====== Source data ======

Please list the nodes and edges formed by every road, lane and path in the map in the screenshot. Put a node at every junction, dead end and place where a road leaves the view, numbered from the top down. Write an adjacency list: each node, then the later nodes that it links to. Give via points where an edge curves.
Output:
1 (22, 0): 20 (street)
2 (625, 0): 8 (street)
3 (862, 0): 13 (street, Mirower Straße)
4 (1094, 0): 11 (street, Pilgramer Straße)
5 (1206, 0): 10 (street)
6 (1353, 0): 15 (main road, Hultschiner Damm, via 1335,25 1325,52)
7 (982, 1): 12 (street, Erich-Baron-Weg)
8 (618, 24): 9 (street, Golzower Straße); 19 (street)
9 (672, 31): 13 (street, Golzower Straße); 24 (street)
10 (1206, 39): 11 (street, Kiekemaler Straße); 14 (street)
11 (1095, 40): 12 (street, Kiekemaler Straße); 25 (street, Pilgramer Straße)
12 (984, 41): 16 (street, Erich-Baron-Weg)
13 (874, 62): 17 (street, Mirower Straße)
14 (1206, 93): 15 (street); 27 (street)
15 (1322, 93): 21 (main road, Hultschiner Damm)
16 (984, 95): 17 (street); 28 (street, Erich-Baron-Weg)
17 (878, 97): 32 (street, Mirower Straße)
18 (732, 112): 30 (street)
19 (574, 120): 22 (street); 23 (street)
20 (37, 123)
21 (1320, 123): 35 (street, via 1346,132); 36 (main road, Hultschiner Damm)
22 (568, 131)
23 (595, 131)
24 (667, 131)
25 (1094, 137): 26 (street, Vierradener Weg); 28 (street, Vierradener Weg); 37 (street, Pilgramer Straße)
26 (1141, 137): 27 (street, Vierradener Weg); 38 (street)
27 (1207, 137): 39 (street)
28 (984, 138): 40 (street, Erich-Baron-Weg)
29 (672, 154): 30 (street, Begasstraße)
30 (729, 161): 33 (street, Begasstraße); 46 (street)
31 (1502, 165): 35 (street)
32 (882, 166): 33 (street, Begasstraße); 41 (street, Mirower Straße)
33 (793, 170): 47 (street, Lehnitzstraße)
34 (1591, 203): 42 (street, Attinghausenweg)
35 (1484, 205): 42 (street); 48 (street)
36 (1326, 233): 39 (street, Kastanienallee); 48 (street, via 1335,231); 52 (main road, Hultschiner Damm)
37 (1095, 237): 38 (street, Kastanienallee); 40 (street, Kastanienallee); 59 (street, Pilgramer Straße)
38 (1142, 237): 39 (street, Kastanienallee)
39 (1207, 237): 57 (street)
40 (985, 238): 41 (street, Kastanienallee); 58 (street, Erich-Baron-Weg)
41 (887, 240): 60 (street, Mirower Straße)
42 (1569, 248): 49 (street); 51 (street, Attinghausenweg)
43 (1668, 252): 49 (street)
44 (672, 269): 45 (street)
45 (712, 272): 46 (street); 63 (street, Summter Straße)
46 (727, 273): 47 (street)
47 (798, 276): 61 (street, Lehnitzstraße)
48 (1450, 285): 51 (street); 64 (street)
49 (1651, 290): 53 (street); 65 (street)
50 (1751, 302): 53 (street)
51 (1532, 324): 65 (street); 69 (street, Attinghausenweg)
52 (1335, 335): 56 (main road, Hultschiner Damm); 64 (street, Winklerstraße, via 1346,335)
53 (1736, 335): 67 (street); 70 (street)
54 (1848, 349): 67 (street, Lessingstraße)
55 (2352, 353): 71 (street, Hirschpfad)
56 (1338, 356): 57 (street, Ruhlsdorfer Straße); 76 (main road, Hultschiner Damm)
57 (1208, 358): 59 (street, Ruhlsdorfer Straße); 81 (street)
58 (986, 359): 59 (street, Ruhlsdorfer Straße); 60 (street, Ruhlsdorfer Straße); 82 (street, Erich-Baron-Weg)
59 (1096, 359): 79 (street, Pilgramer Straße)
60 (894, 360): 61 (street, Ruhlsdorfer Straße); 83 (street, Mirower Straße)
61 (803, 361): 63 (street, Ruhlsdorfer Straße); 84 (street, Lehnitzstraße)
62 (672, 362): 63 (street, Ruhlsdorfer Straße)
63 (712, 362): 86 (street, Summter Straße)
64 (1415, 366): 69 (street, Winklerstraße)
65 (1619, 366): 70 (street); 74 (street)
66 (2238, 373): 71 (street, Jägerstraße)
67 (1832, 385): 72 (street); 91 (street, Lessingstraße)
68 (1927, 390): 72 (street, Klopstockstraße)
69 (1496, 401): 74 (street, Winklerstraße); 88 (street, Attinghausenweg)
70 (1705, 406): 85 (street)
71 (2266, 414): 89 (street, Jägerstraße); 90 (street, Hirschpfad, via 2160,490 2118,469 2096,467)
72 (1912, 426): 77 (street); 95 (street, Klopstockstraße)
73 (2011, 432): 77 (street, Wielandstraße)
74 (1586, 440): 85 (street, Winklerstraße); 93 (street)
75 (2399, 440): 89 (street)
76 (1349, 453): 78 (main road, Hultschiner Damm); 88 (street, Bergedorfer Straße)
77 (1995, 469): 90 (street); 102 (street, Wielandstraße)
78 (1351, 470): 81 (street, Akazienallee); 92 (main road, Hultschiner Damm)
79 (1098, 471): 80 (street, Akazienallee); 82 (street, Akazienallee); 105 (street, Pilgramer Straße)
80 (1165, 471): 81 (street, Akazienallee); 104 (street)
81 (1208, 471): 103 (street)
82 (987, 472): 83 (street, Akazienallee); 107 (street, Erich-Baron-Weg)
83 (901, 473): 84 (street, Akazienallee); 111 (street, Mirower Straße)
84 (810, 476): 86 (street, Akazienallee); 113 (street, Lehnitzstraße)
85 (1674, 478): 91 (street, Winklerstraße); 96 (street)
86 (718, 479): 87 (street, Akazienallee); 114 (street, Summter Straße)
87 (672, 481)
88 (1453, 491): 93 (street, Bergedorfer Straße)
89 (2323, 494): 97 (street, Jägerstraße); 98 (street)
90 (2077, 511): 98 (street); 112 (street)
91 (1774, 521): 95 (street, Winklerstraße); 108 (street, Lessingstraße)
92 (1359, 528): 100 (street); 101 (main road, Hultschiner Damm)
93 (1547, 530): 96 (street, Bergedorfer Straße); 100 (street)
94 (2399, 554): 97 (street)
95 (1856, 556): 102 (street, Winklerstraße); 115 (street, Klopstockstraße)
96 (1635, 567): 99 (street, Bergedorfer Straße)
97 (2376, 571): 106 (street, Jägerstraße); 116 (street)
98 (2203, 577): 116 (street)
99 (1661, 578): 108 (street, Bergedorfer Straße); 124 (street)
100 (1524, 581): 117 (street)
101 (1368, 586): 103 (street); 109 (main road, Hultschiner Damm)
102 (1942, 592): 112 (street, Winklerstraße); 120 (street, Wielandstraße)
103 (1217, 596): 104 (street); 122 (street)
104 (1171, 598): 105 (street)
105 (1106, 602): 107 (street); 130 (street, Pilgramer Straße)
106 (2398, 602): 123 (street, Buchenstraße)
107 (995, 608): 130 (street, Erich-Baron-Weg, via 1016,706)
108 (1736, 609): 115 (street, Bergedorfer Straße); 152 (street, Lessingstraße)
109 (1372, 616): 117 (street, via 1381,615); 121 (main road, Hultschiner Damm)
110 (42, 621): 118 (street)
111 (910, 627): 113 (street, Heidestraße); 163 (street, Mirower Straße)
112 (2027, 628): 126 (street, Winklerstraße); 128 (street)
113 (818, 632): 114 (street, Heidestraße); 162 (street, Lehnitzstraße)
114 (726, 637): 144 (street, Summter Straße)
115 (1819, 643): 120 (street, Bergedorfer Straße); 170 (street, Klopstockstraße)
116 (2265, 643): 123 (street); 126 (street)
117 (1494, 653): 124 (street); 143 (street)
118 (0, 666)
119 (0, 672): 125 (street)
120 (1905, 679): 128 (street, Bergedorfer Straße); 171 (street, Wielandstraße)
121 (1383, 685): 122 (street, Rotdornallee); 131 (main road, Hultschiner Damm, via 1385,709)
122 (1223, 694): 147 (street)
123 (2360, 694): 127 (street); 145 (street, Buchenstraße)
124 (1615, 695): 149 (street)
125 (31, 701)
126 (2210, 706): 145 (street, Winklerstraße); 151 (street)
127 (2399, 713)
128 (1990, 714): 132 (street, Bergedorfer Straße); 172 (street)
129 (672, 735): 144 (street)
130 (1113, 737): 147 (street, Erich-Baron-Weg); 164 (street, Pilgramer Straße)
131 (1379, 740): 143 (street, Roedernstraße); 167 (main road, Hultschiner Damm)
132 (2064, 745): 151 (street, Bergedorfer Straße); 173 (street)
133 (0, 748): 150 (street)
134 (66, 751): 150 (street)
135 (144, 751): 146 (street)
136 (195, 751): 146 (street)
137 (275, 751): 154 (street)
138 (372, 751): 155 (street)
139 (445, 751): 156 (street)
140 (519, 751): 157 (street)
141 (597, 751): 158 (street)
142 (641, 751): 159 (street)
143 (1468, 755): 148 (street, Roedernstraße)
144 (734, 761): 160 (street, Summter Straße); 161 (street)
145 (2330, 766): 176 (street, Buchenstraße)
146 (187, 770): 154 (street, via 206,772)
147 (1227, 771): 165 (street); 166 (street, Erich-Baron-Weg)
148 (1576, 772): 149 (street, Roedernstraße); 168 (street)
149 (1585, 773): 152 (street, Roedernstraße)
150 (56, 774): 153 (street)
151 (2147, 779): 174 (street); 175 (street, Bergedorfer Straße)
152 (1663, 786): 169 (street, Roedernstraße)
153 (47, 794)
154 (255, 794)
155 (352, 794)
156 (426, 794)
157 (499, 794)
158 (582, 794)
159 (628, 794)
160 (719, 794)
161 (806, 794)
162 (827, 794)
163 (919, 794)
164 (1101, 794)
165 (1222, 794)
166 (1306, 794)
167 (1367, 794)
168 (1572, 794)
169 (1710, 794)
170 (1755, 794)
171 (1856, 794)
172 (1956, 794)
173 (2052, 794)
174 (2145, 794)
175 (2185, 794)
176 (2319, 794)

======

Exercise objective ▸
Reproduce every line from the entries that holds the word "Lessingstraße".

Written solution ▸
54 (1848, 349): 67 (street, Lessingstraße)
67 (1832, 385): 72 (street); 91 (street, Lessingstraße)
91 (1774, 521): 95 (street, Winklerstraße); 108 (street, Lessingstraße)
108 (1736, 609): 115 (street, Bergedorfer Straße); 152 (street, Lessingstraße)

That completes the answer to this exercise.